§ **What you are asked to do**
Please repeat the data shown below, word for word.

=== Begin Enclosure ===

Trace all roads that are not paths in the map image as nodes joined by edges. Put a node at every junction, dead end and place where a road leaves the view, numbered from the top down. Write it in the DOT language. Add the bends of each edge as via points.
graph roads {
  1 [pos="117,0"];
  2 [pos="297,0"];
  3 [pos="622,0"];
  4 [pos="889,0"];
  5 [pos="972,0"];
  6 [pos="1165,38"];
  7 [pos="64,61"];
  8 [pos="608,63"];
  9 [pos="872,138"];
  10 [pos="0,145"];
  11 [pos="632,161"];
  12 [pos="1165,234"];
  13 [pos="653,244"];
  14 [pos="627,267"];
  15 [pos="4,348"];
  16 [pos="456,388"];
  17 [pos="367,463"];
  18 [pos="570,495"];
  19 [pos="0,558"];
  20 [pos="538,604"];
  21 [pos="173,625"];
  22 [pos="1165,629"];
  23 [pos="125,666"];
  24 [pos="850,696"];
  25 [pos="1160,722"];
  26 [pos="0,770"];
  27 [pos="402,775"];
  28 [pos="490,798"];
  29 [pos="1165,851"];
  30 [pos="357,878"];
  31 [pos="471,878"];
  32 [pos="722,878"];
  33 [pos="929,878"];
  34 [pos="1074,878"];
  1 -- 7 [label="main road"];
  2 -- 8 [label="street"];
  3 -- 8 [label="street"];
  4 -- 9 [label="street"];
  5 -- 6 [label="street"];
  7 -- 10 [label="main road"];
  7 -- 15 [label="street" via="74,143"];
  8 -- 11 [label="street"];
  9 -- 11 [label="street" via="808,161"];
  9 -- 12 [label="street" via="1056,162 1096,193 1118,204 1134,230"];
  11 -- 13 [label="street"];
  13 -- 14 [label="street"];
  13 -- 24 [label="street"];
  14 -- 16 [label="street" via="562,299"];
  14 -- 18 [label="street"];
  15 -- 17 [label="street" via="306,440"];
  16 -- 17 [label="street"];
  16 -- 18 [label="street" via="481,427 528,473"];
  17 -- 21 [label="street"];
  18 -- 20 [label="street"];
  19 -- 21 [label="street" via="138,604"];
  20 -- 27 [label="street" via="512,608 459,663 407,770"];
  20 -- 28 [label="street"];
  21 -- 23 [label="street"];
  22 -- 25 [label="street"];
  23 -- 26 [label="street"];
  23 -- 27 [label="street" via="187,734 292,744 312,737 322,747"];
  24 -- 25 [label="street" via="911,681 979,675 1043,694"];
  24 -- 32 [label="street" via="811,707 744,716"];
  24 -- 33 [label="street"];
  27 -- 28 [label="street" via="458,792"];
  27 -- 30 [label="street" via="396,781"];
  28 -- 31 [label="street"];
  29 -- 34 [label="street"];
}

=== End Enclosure ===

§ **Expected answer**
Trace all roads that are not paths in the map image as nodes joined by edges. Put a node at every junction, dead end and place where a road leaves the view, numbered from the top down. Write it in the DOT language. Add the bends of each edge as via points.
graph roads {
  1 [pos="117,0"];
  2 [pos="297,0"];
  3 [pos="622,0"];
  4 [pos="889,0"];
  5 [pos="972,0"];
  6 [pos="1165,38"];
  7 [pos="64,61"];
  8 [pos="608,63"];
  9 [pos="872,138"];
  10 [pos="0,145"];
  11 [pos="632,161"];
  12 [pos="1165,234"];
  13 [pos="653,244"];
  14 [pos="627,267"];
  15 [pos="4,348"];
  16 [pos="456,388"];
  17 [pos="367,463"];
  18 [pos="570,495"];
  19 [pos="0,558"];
  20 [pos="538,604"];
  21 [pos="173,625"];
  22 [pos="1165,629"];
  23 [pos="125,666"];
  24 [pos="850,696"];
  25 [pos="1160,722"];
  26 [pos="0,770"];
  27 [pos="402,775"];
  28 [pos="490,798"];
  29 [pos="1165,851"];
  30 [pos="357,878"];
  31 [pos="471,878"];
  32 [pos="722,878"];
  33 [pos="929,878"];
  34 [pos="1074,878"];
  1 -- 7 [label="main road"];
  2 -- 8 [label="street"];
  3 -- 8 [label="street"];
  4 -- 9 [label="street"];
  5 -- 6 [label="street"];
  7 -- 10 [label="main road"];
  7 -- 15 [label="street" via="74,143"];
  8 -- 11 [label="street"];
  9 -- 11 [label="street" via="808,161"];
  9 -- 12 [label="street" via="1056,162 1096,193 1118,204 1134,230"];
  11 -- 13 [label="street"];
  13 -- 14 [label="street"];
  13 -- 24 [label="street"];
  14 -- 16 [label="street" via="562,299"];
  14 -- 18 [label="street"];
  15 -- 17 [label="street" via="306,440"];
  16 -- 17 [label="street"];
  16 -- 18 [label="street" via="481,427 528,473"];
  17 -- 21 [label="street"];
  18 -- 20 [label="street"];
  19 -- 21 [label="street" via="138,604"];
  20 -- 27 [label="street" via="512,608 459,663 407,770"];
  20 -- 28 [label="street"];
  21 -- 23 [label="street"];
  22 -- 25 [label="street"];
  23 -- 26 [label="street"];
  23 -- 27 [label="street" via="187,734 292,744 312,737 322,747"];
  24 -- 25 [label="street" via="911,681 979,675 1043,694"];
  24 -- 32 [label="street" via="811,707 744,716"];
  24 -- 33 [label="street"];
  27 -- 28 [label="street" via="458,792"];
  27 -- 30 [label="street" via="396,781"];
  28 -- 31 [label="street"];
  29 -- 34 [label="street"];
}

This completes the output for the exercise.